You could try BigBlueButton - I was in a call with 10 ppl last Saturday that worked quite well. It’s meant to be for online classes so probably works for even more people, with some caveats for distance etc.
Here is the discourse plugin: GitHub - discourse/discourse-jwt: Discourse Auth support for JSON Web Tokens (JWT)
With that and a shared secret Meet can auth users from dicourse.
Worried this could be getting more complicated than necessary…
I suggest we test it with an already running instance (maybe the one that @notme mentioned (thanks ) and see if there are any real advantages to using it over what we have.
Not sure if the bandwidth will last on the current one, if you want to test for a month?
For a full month of testing I can build a server for you. I can handle everything if you cover the cost (50€ for dual core). We can also try the JWT auth, as it only requires config on my end… If you can get JWT token auth to work on your side.
What would be a good date for the free one day test? I’ll invite others too so we can stress test the server. We can combine testing capacity if the time is suitable for all.
I think @hugi will coordinate the test day since he proposed the migration to Jitsi.
Would we have to install the discouse-jwt plugin already for the test or not? It would be kinda ok to do so, but the less work to see a demo of Jitsi with 20 people, the better. After a successful demo, we’ll be happy to invest some time into integration of course.
@MariaEuler, @nadia, @noemi
Do we have any community calls in the coming week that we could try this on? It would be interesting to get some people to do the first half of the call on @owen’s setup and then try Jitsi, so we can compare.
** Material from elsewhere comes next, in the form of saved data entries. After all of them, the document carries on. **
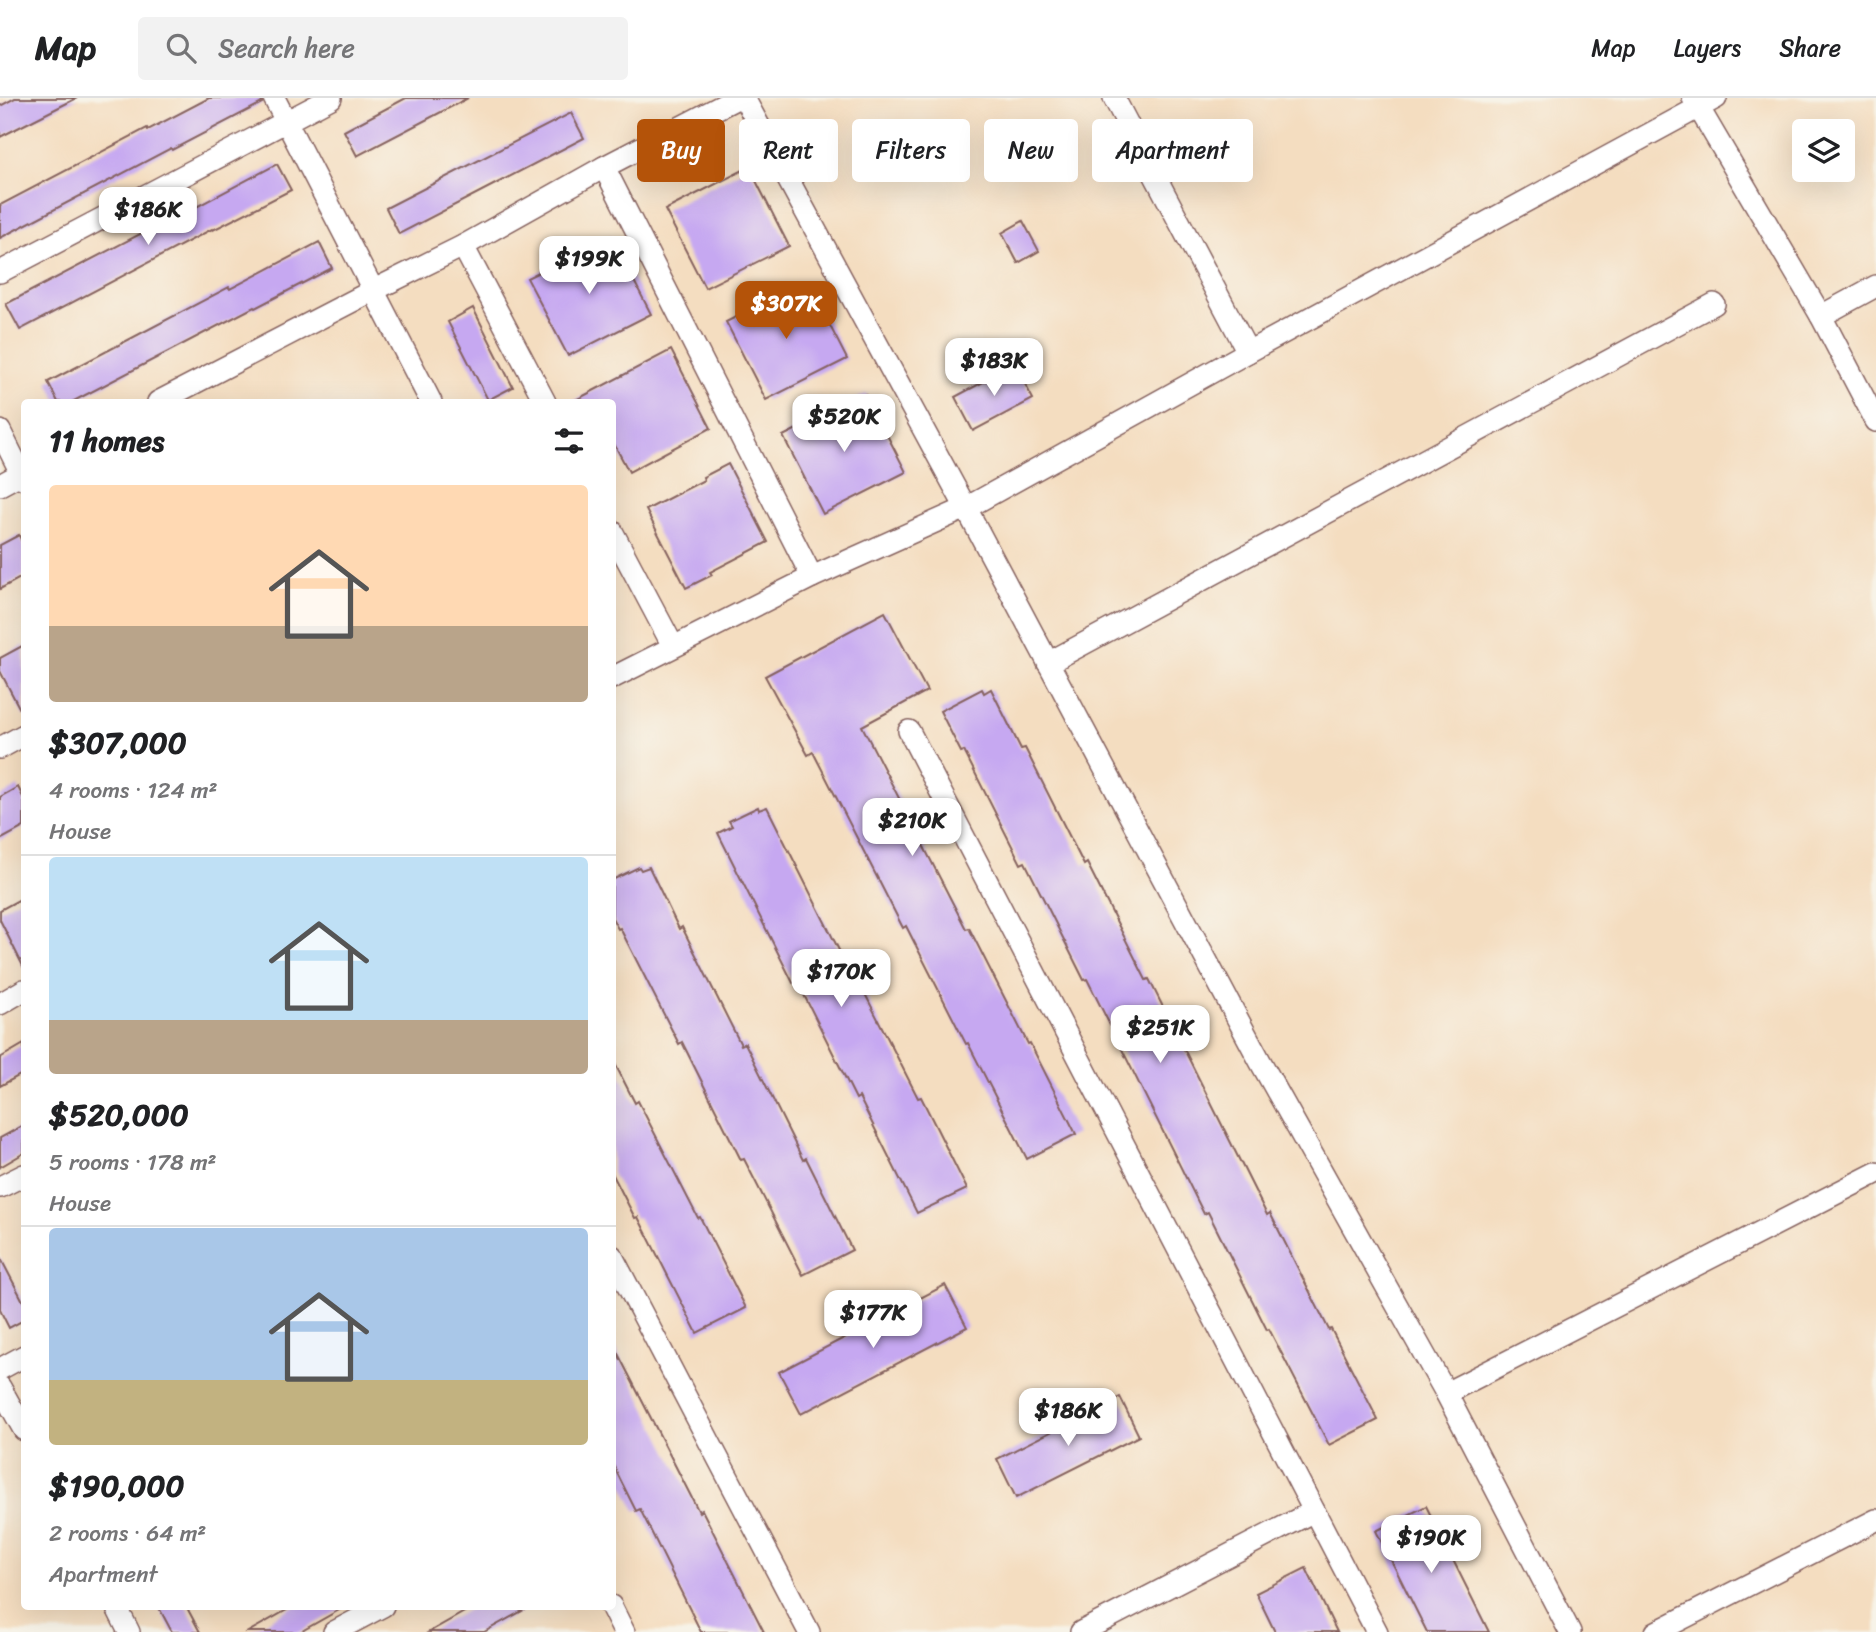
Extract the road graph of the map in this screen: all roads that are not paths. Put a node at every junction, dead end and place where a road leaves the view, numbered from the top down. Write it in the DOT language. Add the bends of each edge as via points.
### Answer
graph roads {
  1 [pos="274,98"];
  2 [pos="331,98"];
  3 [pos="737,98"];
  4 [pos="744,98"];
  5 [pos="1115,98"];
  6 [pos="1702,101"];
  7 [pos="285,122"];
  8 [pos="604,167"];
  9 [pos="463,246"];
  10 [pos="0,272"];
  11 [pos="1876,286"];
  12 [pos="372,291"];
  13 [pos="1714,304"];
  14 [pos="1821,316"];
  15 [pos="1248,352"];
  16 [pos="164,399"];
  17 [pos="429,399"];
  18 [pos="543,399"];
  19 [pos="1876,421"];
  20 [pos="0,431"];
  21 [pos="21,470"];
  22 [pos="21,476"];
  23 [pos="0,485"];
  24 [pos="966,508"];
  25 [pos="616,539"];
  26 [pos="812,577"];
  27 [pos="673,646"];
  28 [pos="1048,663"];
  29 [pos="616,676"];
  30 [pos="909,731"];
  31 [pos="21,737"];
  32 [pos="0,748"];
  33 [pos="21,992"];
  34 [pos="0,1004"];
  35 [pos="1876,1173"];
  36 [pos="21,1176"];
  37 [pos="0,1187"];
  38 [pos="616,1264"];
  39 [pos="21,1358"];
  40 [pos="0,1369"];
  41 [pos="0,1387"];
  42 [pos="1446,1393"];
  43 [pos="21,1425"];
  44 [pos="1314,1511"];
  45 [pos="1876,1520"];
  46 [pos="118,1610"];
  47 [pos="375,1610"];
  48 [pos="613,1610"];
  49 [pos="1085,1631"];
  50 [pos="129,1632"];
  51 [pos="334,1632"];
  52 [pos="624,1632"];
  53 [pos="810,1632"];
  54 [pos="1377,1632"];
  55 [pos="1570,1632"];
  56 [pos="1656,1632"];
  1 -- 7 [label="street"];
  2 -- 7 [label="street"];
  3 -- 8 [label="street"];
  4 -- 24 [label="street"];
  5 -- 15 [label="street"];
  6 -- 14 [label="street"];
  6 -- 15 [label="street"];
  7 -- 10 [label="street"];
  7 -- 12 [label="street"];
  8 -- 9 [label="street"];
  8 -- 26 [label="street"];
  9 -- 12 [label="street"];
  9 -- 18 [label="street"];
  11 -- 14 [label="street"];
  12 -- 16 [label="street"];
  12 -- 17 [label="street"];
  13 -- 28 [label="street"];
  14 -- 19 [label="street"];
  15 -- 24 [label="street"];
  20 -- 21 [label="street"];
  22 -- 23 [label="street"];
  24 -- 26 [label="street"];
  24 -- 28 [label="street"];
  25 -- 27 [label="street"];
  26 -- 27 [label="street"];
  27 -- 29 [label="street"];
  28 -- 42 [label="street" via="1260,1060"];
  30 -- 44 [label="street"];
  31 -- 32 [label="street"];
  33 -- 34 [label="street"];
  35 -- 42 [label="street"];
  36 -- 37 [label="street"];
  38 -- 53 [label="street"];
  39 -- 40 [label="street"];
  41 -- 43 [label="street"];
  42 -- 55 [label="street"];
  44 -- 49 [label="street"];
  44 -- 54 [label="street"];
  45 -- 56 [label="street"];
  46 -- 50 [label="street"];
  47 -- 51 [label="street"];
  48 -- 52 [label="street"];
}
How many people would you need to make it a vaiable test?
I think 20 would be great, but I think we could pull some more people in for just testing if they can just join the call an keep working like normal, no?
Was thinking asking the people from the open source call tomorrow evening to test it out. Could be a programm point there in itself. however, we would need to try to get some more people in there.
If you are speaking about jitsi (that is how I understood Maria in another thread), be aware that besides some server configuration, a single non-chromium-browser-user can potentially ruin the experience (also, for everybody else!) at the moment. I dont want to go into details here.
Point is: if you want to have a pleasant experience and rule out some weirdness, have your users use chromium (not safari, not edge, not firefox, not opera). Its a tough hit, because Firefox is kind of the only contender left in the browser-market; the jitsi-Team is working on it - but compatibility will not arrive tomorrow - I guess it will take weeks or months.
Chrome of course would work as well (Chromium is Google Chrome minus some of the tell-google-exactly-what-i-do-functionality).
Thank you for that insight
We should also test that info about FF. Easy enough.
The server will be ready for testing 14:00 today. Other groups are also testing at the same time and I’ll be monitoring stats.
meet.complete.fi/crowdtesting is the common test room. Feel free to create /anyroom you like.
I’ll probably remove the server in the evening. There is a chance for another test on Friday. Let me know when you are testing and with how may people so I can inform everyone how that effects performance. (I’ll join your room if you like)
We can test JWT later.
We had a test group of 6 people. About 1.5GB data was transferred over about 1h. The bandwidth hovered around 10mb for the 5-6 users during this time. Everything worked surprisingly well during the test. Would be fun to see how far we can scale this. I suspect it will be much more trouble for individual users after the bandwidth goes above 10mb.
I’ll destroy the server this evening. I can set it up on Friday again if you like. Or you can suggest a better time for a test day. I missed your earlier timing question.
If you want to test JWT, let me know before I do setup, as I need to prep the configuration.
You can configure the preferred and max resolution that the videobridge will relay and thus influence the bandwidth (and clients CPU) used.
The FF issues are real. There is kind of a meta-issue at github: 100% support for Firefox (and other non-Chrome browsers) · Issue #4758 · jitsi/jitsi-meet · GitHub (but there are many more). Testing is difficult because not necessarily reproducible. Also, fixes are not trivial, but sure enough will come.
By “non-chromium-browser”, do you mean actual Chromium, or any browser based on Chromium?
Asking because I thought both Edge and Opera were Chromium-based; and so it’s Brave, which I use as an alternative to Firefox sometimes and was thinking of using it for Jitsi Meet, so shall I assume it would have issues?
I meant Chromium-based. Jitsi makes big progress on improving the situation though. It should already work smoother and more stable with Firefox in latest versions. As far as I understand, to optimally use some features of WebRTC/simulcast/EEC (?) Firefox itself needs to be fixed though. There is the mega-issue on the github for the technically interested.